**TASK BRIEF:**
Below are records; say how many of their lines include the word "Imre", giving nothing but the number.

START ENTRIES PROVIDED

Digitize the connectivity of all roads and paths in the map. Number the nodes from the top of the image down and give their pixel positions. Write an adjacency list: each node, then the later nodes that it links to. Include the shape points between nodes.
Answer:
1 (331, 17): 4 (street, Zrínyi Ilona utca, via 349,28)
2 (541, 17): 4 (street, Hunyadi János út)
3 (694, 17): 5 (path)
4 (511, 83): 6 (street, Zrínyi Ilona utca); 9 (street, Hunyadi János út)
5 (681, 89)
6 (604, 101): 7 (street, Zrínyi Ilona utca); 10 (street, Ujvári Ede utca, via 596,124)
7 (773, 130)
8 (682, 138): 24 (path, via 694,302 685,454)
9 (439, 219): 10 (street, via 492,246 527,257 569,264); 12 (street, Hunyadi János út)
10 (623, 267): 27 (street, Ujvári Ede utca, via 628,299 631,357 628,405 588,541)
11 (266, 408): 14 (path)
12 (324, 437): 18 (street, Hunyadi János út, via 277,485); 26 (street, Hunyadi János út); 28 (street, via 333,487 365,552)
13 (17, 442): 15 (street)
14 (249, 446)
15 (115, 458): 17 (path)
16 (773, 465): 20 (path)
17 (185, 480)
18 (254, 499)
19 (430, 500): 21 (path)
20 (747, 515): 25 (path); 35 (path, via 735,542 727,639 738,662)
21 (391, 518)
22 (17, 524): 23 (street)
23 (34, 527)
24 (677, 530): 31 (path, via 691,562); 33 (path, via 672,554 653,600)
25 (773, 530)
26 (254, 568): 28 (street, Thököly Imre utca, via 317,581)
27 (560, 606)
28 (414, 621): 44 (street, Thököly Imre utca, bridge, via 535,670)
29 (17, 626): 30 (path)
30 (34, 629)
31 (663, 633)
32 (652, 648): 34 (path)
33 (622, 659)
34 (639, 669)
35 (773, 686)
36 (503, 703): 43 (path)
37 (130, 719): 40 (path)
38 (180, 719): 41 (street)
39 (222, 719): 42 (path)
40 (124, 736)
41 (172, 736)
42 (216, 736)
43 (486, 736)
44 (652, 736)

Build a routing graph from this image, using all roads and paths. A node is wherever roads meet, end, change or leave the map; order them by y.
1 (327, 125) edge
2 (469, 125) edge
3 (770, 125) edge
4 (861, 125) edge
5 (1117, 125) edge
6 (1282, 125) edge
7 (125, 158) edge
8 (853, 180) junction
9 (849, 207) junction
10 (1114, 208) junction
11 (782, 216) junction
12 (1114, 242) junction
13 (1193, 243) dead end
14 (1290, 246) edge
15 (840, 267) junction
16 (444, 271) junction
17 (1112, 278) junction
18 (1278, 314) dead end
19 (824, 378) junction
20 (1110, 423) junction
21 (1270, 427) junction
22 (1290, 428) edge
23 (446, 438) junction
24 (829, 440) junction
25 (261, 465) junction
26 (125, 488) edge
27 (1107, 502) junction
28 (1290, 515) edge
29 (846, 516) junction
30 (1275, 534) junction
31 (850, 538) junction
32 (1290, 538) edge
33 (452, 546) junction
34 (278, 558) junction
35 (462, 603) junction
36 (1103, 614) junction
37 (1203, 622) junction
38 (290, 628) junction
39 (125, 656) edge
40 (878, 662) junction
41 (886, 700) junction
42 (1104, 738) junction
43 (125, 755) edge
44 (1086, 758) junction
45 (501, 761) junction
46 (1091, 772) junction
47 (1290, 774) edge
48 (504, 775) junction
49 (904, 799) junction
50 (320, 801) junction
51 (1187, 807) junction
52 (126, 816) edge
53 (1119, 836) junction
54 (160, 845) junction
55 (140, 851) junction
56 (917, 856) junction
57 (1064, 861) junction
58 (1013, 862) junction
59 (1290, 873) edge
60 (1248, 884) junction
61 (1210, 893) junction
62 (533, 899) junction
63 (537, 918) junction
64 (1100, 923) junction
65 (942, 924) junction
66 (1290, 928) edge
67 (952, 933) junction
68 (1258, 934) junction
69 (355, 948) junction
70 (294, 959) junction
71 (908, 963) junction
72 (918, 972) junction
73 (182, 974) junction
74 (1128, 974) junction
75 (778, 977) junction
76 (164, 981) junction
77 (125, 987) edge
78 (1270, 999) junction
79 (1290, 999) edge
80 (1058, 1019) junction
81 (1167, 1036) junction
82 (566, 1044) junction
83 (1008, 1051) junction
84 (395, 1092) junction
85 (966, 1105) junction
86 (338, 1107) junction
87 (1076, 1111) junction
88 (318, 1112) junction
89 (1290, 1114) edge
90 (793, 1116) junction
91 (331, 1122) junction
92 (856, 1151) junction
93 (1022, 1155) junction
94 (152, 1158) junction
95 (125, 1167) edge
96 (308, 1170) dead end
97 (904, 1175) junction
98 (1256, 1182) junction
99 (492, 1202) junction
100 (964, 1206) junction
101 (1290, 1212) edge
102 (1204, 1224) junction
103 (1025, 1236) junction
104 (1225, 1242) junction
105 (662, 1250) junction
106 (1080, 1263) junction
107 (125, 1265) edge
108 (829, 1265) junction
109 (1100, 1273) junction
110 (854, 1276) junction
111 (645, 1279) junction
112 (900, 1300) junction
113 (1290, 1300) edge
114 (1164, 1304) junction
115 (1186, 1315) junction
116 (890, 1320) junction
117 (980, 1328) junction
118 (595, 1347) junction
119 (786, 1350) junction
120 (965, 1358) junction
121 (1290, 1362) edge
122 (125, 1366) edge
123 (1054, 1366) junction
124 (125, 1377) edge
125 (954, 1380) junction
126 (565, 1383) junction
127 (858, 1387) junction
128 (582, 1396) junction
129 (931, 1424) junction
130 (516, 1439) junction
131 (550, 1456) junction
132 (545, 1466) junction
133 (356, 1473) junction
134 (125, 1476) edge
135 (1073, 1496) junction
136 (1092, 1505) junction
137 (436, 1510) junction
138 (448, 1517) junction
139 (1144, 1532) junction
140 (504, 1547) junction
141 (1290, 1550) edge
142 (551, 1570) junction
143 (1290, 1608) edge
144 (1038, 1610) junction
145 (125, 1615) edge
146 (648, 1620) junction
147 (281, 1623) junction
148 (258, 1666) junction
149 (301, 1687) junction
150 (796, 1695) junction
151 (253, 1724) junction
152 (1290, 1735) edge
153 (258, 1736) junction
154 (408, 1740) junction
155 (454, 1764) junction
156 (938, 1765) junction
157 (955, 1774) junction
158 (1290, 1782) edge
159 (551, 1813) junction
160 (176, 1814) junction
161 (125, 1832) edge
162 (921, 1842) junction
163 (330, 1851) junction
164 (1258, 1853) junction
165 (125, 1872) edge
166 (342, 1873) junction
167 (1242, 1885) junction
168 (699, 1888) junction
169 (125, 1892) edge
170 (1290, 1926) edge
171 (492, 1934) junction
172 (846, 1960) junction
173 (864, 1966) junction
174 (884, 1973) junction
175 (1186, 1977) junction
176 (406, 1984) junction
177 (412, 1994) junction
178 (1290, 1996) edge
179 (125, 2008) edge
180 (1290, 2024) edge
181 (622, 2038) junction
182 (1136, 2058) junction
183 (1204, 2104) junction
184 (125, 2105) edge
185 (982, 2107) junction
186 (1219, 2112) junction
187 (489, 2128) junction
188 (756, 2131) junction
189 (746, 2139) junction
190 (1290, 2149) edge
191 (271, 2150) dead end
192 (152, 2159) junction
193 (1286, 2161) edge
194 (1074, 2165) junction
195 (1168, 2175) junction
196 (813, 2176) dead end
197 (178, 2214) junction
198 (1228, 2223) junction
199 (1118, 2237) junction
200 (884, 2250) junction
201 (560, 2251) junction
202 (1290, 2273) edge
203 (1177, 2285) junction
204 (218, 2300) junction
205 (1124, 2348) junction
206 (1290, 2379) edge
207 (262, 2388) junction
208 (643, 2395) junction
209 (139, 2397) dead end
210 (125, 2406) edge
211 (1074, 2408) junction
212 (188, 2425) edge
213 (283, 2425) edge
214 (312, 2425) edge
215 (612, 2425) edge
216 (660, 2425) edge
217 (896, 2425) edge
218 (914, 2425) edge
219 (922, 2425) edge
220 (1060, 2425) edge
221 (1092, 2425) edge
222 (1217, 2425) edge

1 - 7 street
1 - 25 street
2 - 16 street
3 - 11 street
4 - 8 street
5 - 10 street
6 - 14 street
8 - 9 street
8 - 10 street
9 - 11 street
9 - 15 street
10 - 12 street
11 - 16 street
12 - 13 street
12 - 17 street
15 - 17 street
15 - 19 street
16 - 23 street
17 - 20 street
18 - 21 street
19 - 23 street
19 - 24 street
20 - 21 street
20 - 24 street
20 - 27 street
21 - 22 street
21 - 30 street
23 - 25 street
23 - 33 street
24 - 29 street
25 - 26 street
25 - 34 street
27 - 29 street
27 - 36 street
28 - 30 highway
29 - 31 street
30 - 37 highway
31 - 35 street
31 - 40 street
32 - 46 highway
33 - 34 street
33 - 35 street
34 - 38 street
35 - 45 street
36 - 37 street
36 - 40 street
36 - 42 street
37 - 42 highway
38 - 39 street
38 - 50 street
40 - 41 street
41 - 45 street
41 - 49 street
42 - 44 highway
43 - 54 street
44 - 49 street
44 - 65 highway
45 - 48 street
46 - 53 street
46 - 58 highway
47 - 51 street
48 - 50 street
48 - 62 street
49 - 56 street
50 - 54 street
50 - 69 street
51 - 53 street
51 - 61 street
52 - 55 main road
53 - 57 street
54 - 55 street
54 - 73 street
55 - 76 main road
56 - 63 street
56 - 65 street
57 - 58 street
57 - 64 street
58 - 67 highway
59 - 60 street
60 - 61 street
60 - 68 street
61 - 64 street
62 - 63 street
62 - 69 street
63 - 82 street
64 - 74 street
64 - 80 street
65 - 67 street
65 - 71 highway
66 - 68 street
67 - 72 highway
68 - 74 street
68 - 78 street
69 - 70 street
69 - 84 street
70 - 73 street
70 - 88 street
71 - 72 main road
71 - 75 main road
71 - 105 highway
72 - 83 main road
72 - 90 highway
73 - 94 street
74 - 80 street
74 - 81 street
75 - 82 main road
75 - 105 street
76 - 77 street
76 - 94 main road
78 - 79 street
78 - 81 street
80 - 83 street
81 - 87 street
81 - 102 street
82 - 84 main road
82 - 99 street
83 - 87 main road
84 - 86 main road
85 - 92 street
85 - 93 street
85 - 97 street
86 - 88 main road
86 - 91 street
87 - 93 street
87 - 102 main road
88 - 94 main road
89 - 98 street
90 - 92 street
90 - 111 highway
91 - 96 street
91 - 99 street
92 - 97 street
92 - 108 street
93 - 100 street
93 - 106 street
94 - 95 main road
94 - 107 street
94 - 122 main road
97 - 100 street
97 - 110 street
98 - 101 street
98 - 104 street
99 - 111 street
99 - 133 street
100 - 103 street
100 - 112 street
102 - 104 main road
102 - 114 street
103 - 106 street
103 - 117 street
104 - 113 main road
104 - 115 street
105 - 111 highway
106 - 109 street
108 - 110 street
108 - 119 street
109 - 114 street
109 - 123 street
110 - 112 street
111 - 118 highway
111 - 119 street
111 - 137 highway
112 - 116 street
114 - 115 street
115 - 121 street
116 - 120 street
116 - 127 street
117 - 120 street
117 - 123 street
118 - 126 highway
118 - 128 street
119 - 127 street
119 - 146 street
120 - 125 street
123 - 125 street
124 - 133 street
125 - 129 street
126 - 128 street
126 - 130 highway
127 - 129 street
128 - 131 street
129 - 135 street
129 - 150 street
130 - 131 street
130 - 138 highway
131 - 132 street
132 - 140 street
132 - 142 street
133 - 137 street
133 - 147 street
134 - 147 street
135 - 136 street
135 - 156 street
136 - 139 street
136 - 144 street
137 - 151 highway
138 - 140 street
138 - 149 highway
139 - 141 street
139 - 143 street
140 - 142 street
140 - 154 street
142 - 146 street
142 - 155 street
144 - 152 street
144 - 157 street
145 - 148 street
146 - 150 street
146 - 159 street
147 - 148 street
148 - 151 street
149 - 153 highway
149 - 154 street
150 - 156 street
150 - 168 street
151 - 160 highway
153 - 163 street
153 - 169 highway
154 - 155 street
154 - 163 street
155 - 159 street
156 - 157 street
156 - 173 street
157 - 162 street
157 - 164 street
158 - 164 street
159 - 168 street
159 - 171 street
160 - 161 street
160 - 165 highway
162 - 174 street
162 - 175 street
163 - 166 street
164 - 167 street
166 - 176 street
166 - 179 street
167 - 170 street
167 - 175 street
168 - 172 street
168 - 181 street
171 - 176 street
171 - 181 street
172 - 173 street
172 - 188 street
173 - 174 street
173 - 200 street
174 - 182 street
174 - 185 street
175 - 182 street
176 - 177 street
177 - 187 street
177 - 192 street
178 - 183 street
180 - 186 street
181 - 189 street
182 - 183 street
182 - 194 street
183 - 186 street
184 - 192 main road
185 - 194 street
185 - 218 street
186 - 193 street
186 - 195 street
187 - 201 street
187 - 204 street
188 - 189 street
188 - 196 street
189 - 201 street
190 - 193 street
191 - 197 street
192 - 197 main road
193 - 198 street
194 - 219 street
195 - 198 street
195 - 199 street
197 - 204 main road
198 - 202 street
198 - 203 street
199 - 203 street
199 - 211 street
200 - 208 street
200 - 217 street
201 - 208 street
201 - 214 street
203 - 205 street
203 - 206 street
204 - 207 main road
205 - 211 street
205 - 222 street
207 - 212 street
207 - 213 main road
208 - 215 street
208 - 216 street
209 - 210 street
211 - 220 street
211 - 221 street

END ENTRIES PROVIDED

**ANSWER TO THIS EXERCISE:**
2